La Redazione «non consentirà a nessuno di speculare su questo momento di difficoltà per asservire ad altri interessi un valore che appartiene alla storia della Puglia e della Basilicata ed è l’essenza del nostro lavoro. Vigileremo con attenzione sul futuro e continueremo a scavare senza sosta sul passato, a cominciare dalle ultime concitate settimane durante le quali sembrerebbe che alcuni computer in uso all’amministrazione di Edisud e Mediterranea siano stati ripuliti trasferendo informazioni su «chiavette usb», se non spostati altrove. Settimane durante le quali il lockdown ha reso non a norma l’ottavo piano di piazza Moro 37 dove da gennaio sono stati concentrati sia gli uffici amministrativi che la redazione e la tipografia».
«Mentre la gran parte dei giornalisti era in modalità telelavoro, – denuncia il Comitato di redazione – la quasi totalità della componente amministrativa e dei consulenti aziendali ha continuato ad occupare le scrivanie, consultare archivi, utilizzare computer. Continueremo a scavare anche sugli anni delle consulenze a società di Firenze, Bologna e Bari incaricate di occuparsi di progetti di marketing multimediale che non hanno prodotto risultati, o si sono rivelati fallimentari. Oppure sul depauperamento di prodotti editoriali di successo come GazzettAffari che una volta trasferiti sul web, su impulso dei consulenti esterni, sono stati lasciati alla deriva. La “Gazzetta” è proiettata verso il futuro, ma pronta a fare i conti con il passato».
«La scelta della cooperativa – ricorda Giuseppe Mazzarino, storico componente del Comitato di redazione della Gazzetta del Mezzogiorno dal 1989 al 2012 – consentì nel 1978 (io c’ero) di non far mancare il giornale in edicola, neanche per un giorno.
Che poi la “privatizzazione”, prima della gestione (già scelta nefanda), poi della proprietà (scelta criminale) sia stata una sciagura, è tutta un’altra storia…».

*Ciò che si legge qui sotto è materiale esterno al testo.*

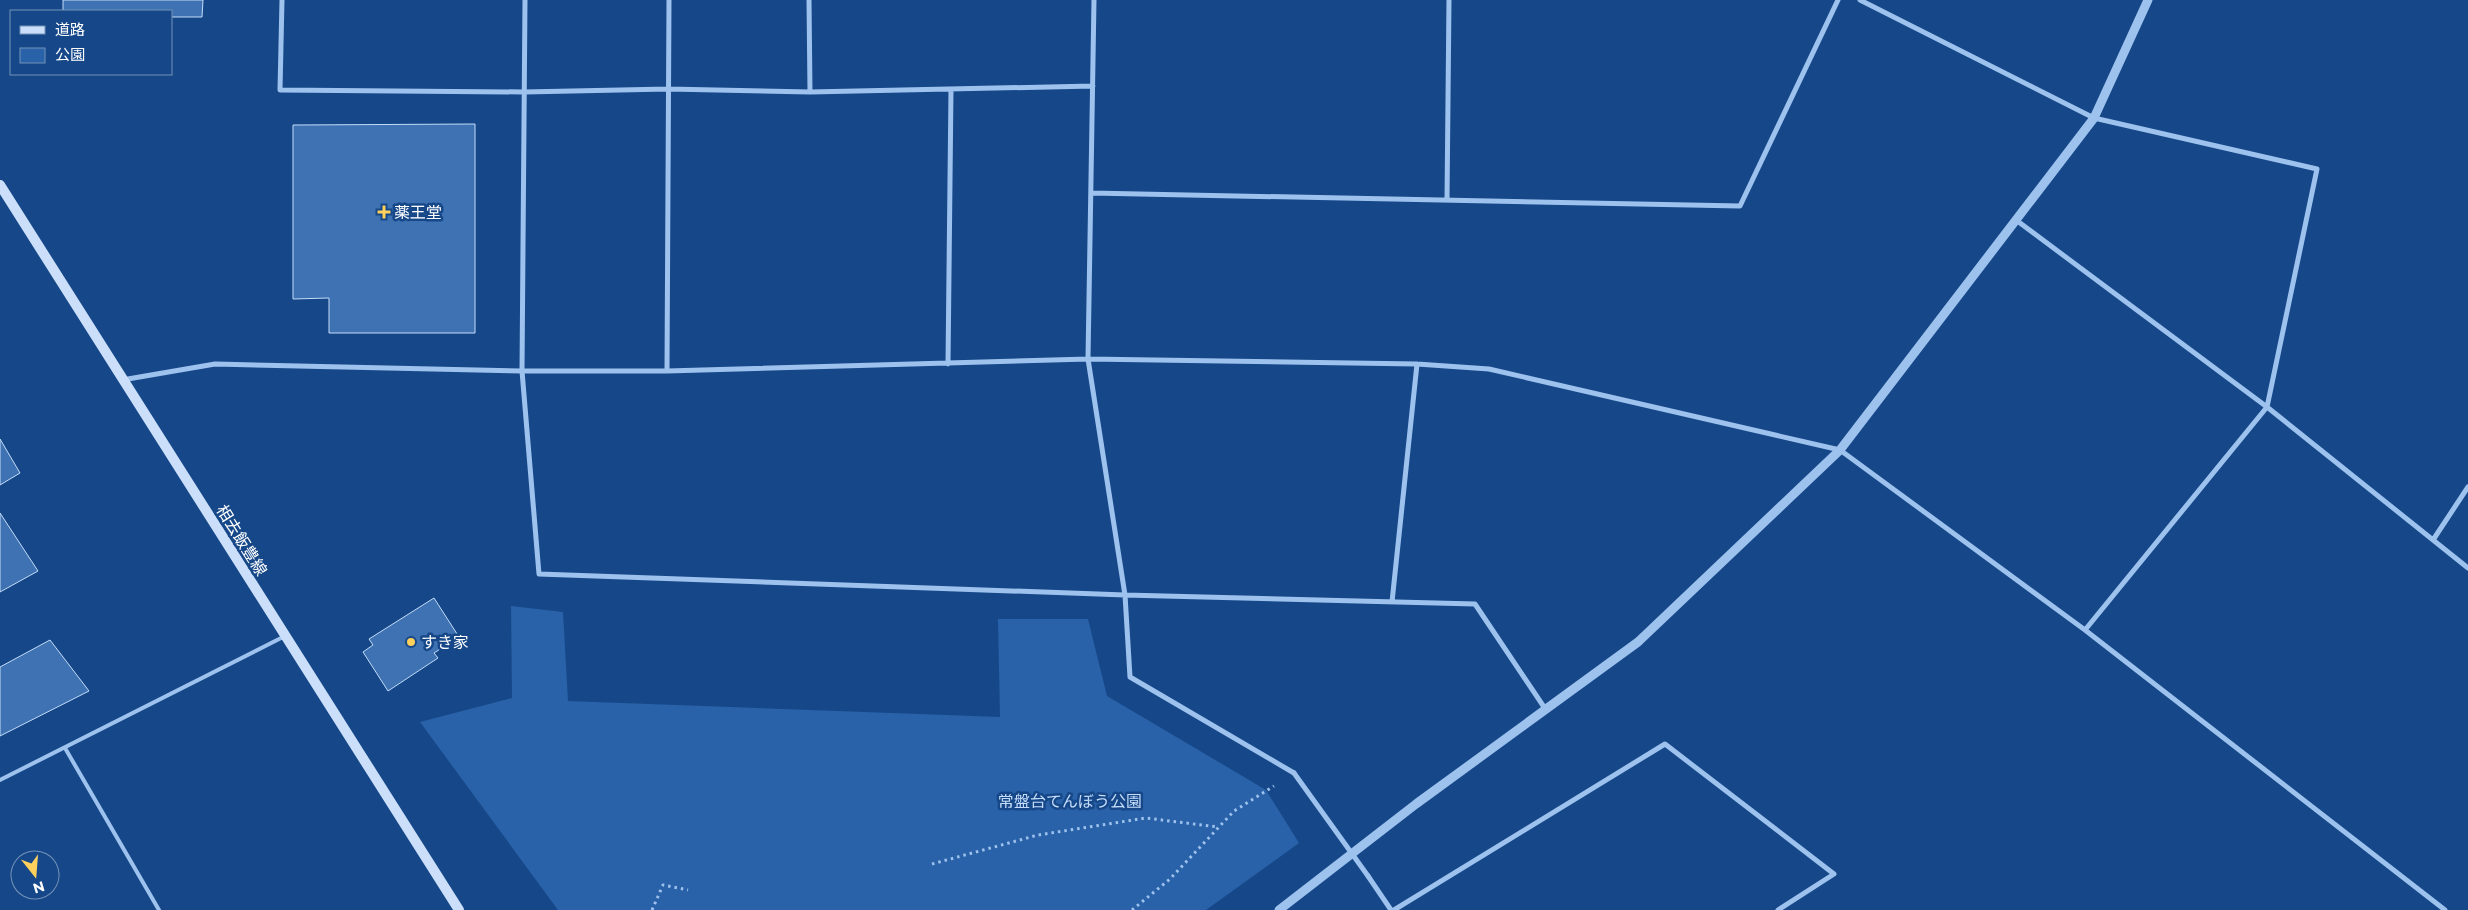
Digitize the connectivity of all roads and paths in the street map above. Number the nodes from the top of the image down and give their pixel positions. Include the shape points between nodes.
1 (282, 0) edge
2 (525, 0) edge
3 (669, 0) edge
4 (809, 0) edge
5 (1094, 0) edge
6 (1449, 0) edge
7 (1838, 0) edge
8 (1860, 0) edge
9 (2148, 0) edge
10 (1093, 86) junction
11 (668, 89) junction
12 (951, 89) junction
13 (524, 92) junction
14 (810, 92) junction
15 (2094, 118) junction
16 (0, 185) edge
17 (1091, 193) junction
18 (1446, 200) junction
19 (2016, 220) junction
20 (1088, 359) junction
21 (948, 364) junction
22 (1417, 364) junction
23 (522, 371) junction
24 (667, 371) junction
25 (122, 380) junction
26 (2267, 407) junction
27 (1840, 450) junction
28 (2468, 487) edge
29 (2433, 540) junction
30 (2468, 568) edge
31 (1126, 595) junction
32 (1392, 602) junction
33 (2085, 630) junction
34 (285, 636) junction
35 (1546, 710) junction
36 (65, 748) junction
37 (1294, 773) junction
38 (0, 780) edge
39 (1218, 827) junction
40 (932, 864) dead end
41 (688, 890) dead end
42 (159, 910) edge
43 (459, 910) edge
44 (652, 910) edge
45 (1132, 910) edge
46 (1279, 910) edge
47 (1393, 910) edge
48 (1778, 910) edge
49 (2445, 910) edge

1 - 13 street via 280,90
2 - 13 street
3 - 11 street
4 - 14 street
5 - 10 street
6 - 18 street
7 - 18 street via 1740,206
8 - 15 street
9 - 15 street
10 - 12 street
10 - 17 street
11 - 13 street
11 - 14 street
11 - 24 street
12 - 14 street
12 - 21 street
13 - 23 street
15 - 19 street
15 - 26 street via 2317,169
16 - 25 main road, 相去飯豊線
17 - 18 street
17 - 20 street
19 - 26 street
19 - 27 street
20 - 21 street
20 - 22 street
20 - 31 street
21 - 24 street
22 - 27 street via 1490,369
22 - 32 street
23 - 24 street
23 - 25 street via 215,364
23 - 31 street via 539,574
25 - 34 main road, 相去飯豊線
26 - 29 street
26 - 33 street
27 - 33 street
27 - 35 street via 1638,642
28 - 29 street
29 - 30 street
31 - 32 street
31 - 37 street via 1130,677
32 - 35 street via 1475,604
33 - 49 street
34 - 36 lane
34 - 43 main road, 相去飯豊線
35 - 46 street via 1416,804
36 - 38 lane
36 - 42 lane
37 - 39 path via 1234,812
37 - 47 street, bridge
39 - 40 path via 1146,818 1038,835
39 - 45 path via 1170,879
41 - 44 path via 663,885
47 - 48 street via 1665,744 1834,874

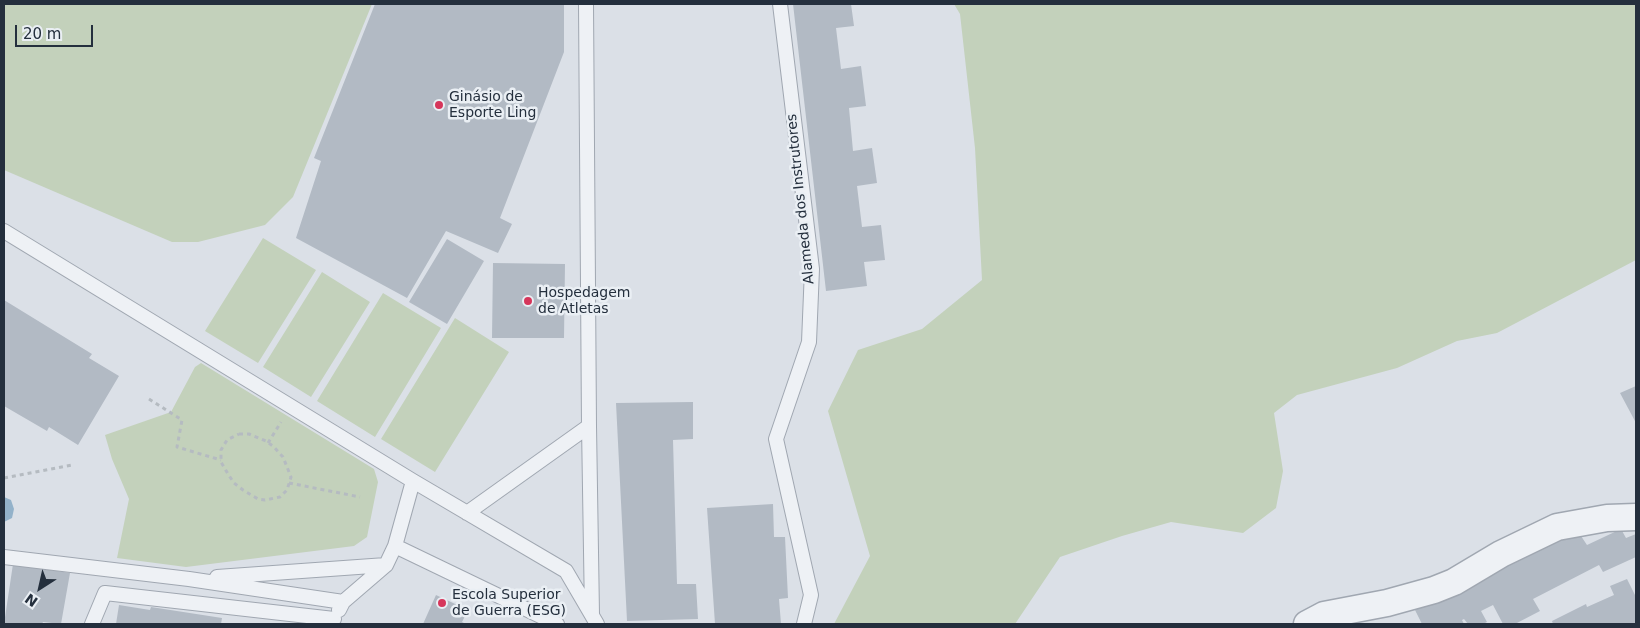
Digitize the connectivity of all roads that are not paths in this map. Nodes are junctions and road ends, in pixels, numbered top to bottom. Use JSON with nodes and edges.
{"nodes":[{"id":1,"x":586,"y":4,"type":"edge"},
{"id":2,"x":780,"y":4,"type":"edge"},
{"id":3,"x":4,"y":231,"type":"edge"},
{"id":4,"x":589,"y":426,"type":"junction"},
{"id":5,"x":413,"y":481,"type":"junction"},
{"id":6,"x":467,"y":512,"type":"junction"},
{"id":7,"x":1636,"y":517,"type":"edge"},
{"id":8,"x":395,"y":546,"type":"junction"},
{"id":9,"x":4,"y":557,"type":"edge"},
{"id":10,"x":386,"y":565,"type":"junction"},
{"id":11,"x":189,"y":579,"type":"junction"},
{"id":12,"x":343,"y":602,"type":"junction"},
{"id":13,"x":594,"y":619,"type":"edge"},
{"id":14,"x":333,"y":622,"type":"edge"},
{"id":15,"x":92,"y":624,"type":"edge"},
{"id":16,"x":557,"y":624,"type":"edge"},
{"id":17,"x":804,"y":624,"type":"edge"},
{"id":18,"x":1307,"y":624,"type":"edge"}],
"edges":[{"from":1,"to":4,"type":"lane"},
{"from":2,"to":17,"type":"lane","name":"Alameda dos Instrutores"},
{"from":3,"to":5,"type":"lane"},
{"from":4,"to":6,"type":"lane"},
{"from":4,"to":13,"type":"lane"},
{"from":5,"to":6,"type":"lane"},
{"from":5,"to":8,"type":"lane"},
{"from":6,"to":13,"type":"lane"},
{"from":7,"to":18,"type":"street"},
{"from":8,"to":10,"type":"lane"},
{"from":8,"to":16,"type":"lane"},
{"from":9,"to":11,"type":"lane"},
{"from":10,"to":11,"type":"lane"},
{"from":10,"to":12,"type":"lane"},
{"from":11,"to":12,"type":"lane"},
{"from":12,"to":14,"type":"lane"},
{"from":14,"to":15,"type":"lane"}]}
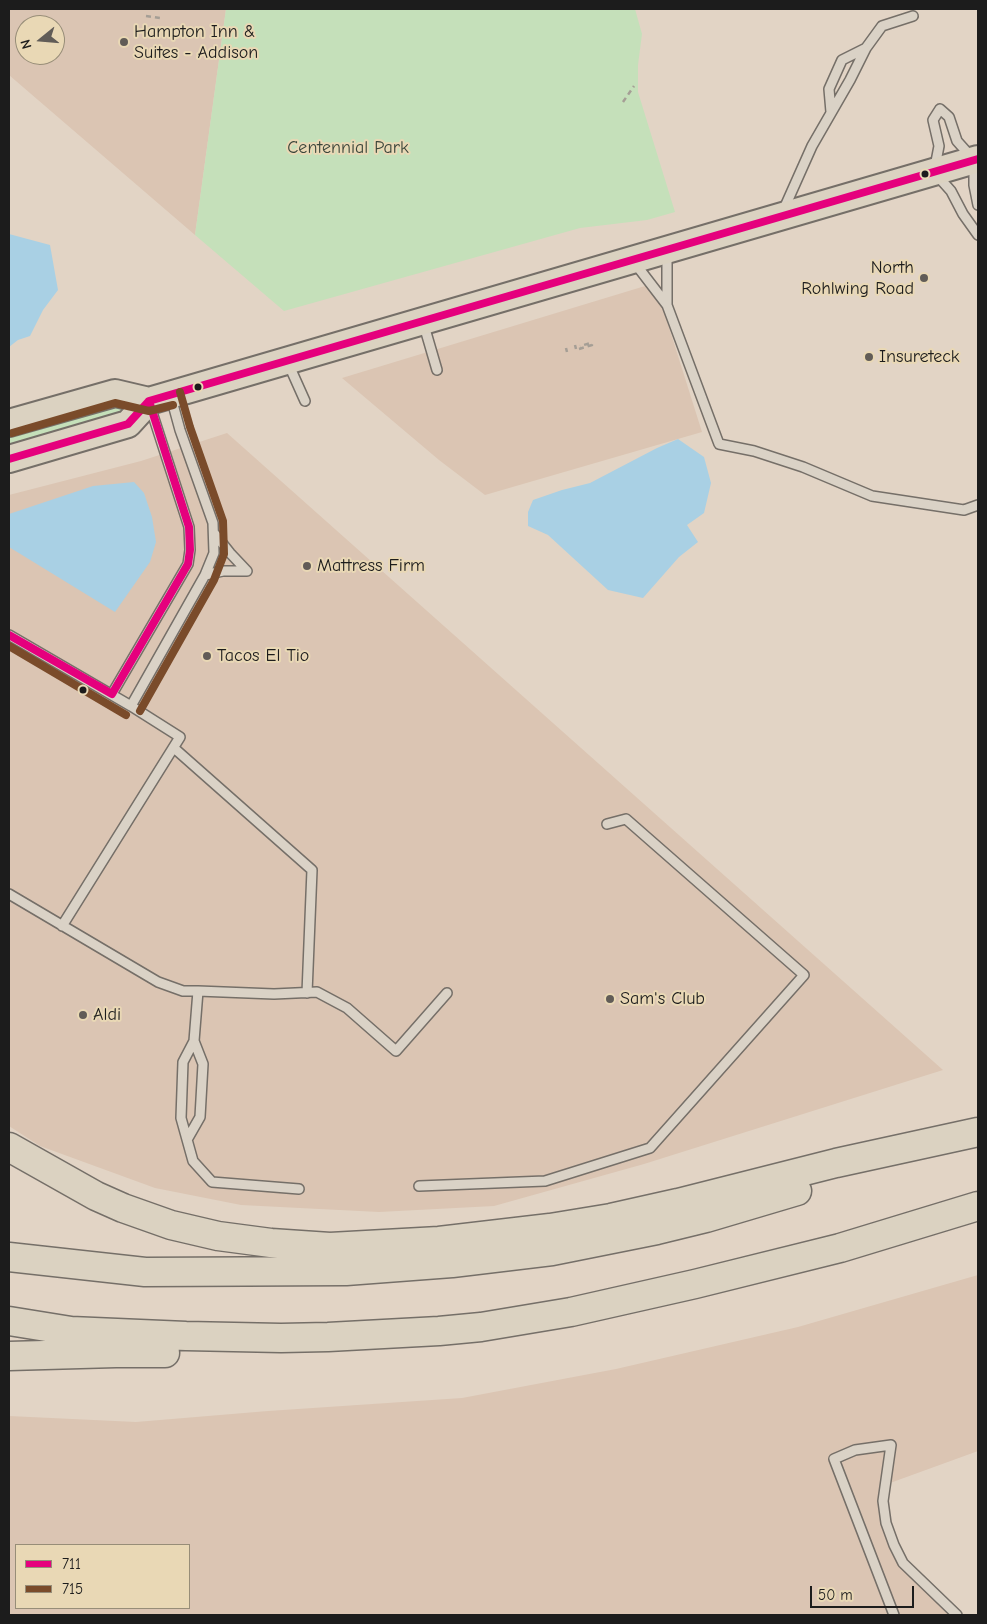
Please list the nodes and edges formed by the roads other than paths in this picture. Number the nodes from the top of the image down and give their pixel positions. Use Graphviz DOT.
graph roads {
  1 [pos="913,16"];
  2 [pos="866,48"];
  3 [pos="831,112"];
  4 [pos="976,160"];
  5 [pos="934,172"];
  6 [pos="978,206"];
  7 [pos="781,216"];
  8 [pos="978,235"];
  9 [pos="667,250"];
  10 [pos="632,260"];
  11 [pos="667,305"];
  12 [pos="423,321"];
  13 [pos="287,360"];
  14 [pos="437,370"];
  15 [pos="159,398"];
  16 [pos="306,401"];
  17 [pos="9,423"];
  18 [pos="9,459"];
  19 [pos="978,505"];
  20 [pos="214,533"];
  21 [pos="205,574"];
  22 [pos="9,635"];
  23 [pos="112,694"];
  24 [pos="130,706"];
  25 [pos="174,748"];
  26 [pos="607,824"];
  27 [pos="9,894"];
  28 [pos="62,926"];
  29 [pos="198,992"];
  30 [pos="447,992"];
  31 [pos="307,993"];
  32 [pos="194,1041"];
  33 [pos="978,1132"];
  34 [pos="978,1137"];
  35 [pos="188,1138"];
  36 [pos="9,1147"];
  37 [pos="419,1186"];
  38 [pos="299,1189"];
  39 [pos="978,1206"];
  40 [pos="9,1257"];
  41 [pos="9,1321"];
  42 [pos="440,1331"];
  43 [pos="9,1356"];
  44 [pos="894,1615"];
  45 [pos="957,1615"];
  1 -- 2 [label="lane"];
  2 -- 3 [label="lane"];
  2 -- 3 [label="lane"];
  3 -- 7 [label="lane"];
  4 -- 5 [label="main road"];
  4 -- 5 [label="lane"];
  4 -- 6 [label="lane"];
  5 -- 7 [label="main road"];
  5 -- 8 [label="lane"];
  7 -- 9 [label="main road"];
  9 -- 10 [label="main road"];
  9 -- 11 [label="lane"];
  10 -- 11 [label="lane"];
  10 -- 12 [label="main road"];
  11 -- 19 [label="lane"];
  12 -- 13 [label="main road"];
  12 -- 14 [label="lane"];
  13 -- 15 [label="main road"];
  13 -- 16 [label="lane"];
  15 -- 17 [label="main road"];
  15 -- 18 [label="main road"];
  15 -- 20 [label="lane"];
  15 -- 23 [label="lane"];
  20 -- 21 [label="lane"];
  20 -- 21 [label="lane"];
  21 -- 24 [label="lane"];
  22 -- 23 [label="lane"];
  23 -- 24 [label="lane"];
  24 -- 25 [label="lane"];
  25 -- 28 [label="lane"];
  25 -- 31 [label="lane"];
  26 -- 37 [label="lane"];
  27 -- 28 [label="lane"];
  28 -- 29 [label="lane"];
  29 -- 31 [label="lane"];
  29 -- 32 [label="lane"];
  30 -- 31 [label="lane"];
  32 -- 35 [label="lane"];
  32 -- 35 [label="lane"];
  33 -- 36 [label="highway"];
  34 -- 40 [label="highway"];
  35 -- 38 [label="lane"];
  39 -- 42 [label="highway"];
  41 -- 42 [label="highway"];
  42 -- 43 [label="highway"];
  44 -- 45 [label="lane"];
}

«Nel 1978 – ricorda, dal canto suo, Antonello Ambruosi – dalle stelle alle stalle: dalla gloria della cooperativa che creammo per conservare in edicola il Giornale (ancora più nostro, senza padroni e censure) al nuovo gestore e poi padrone. L’abbattimento dell’edificio della storica sede (un delitto che rimarrà alla storia) sino ai tragici risultati dei giorni nostri. Qualcosa bisognerebbe inventarsi per proteggere i giornali». (giornalistitalia.it)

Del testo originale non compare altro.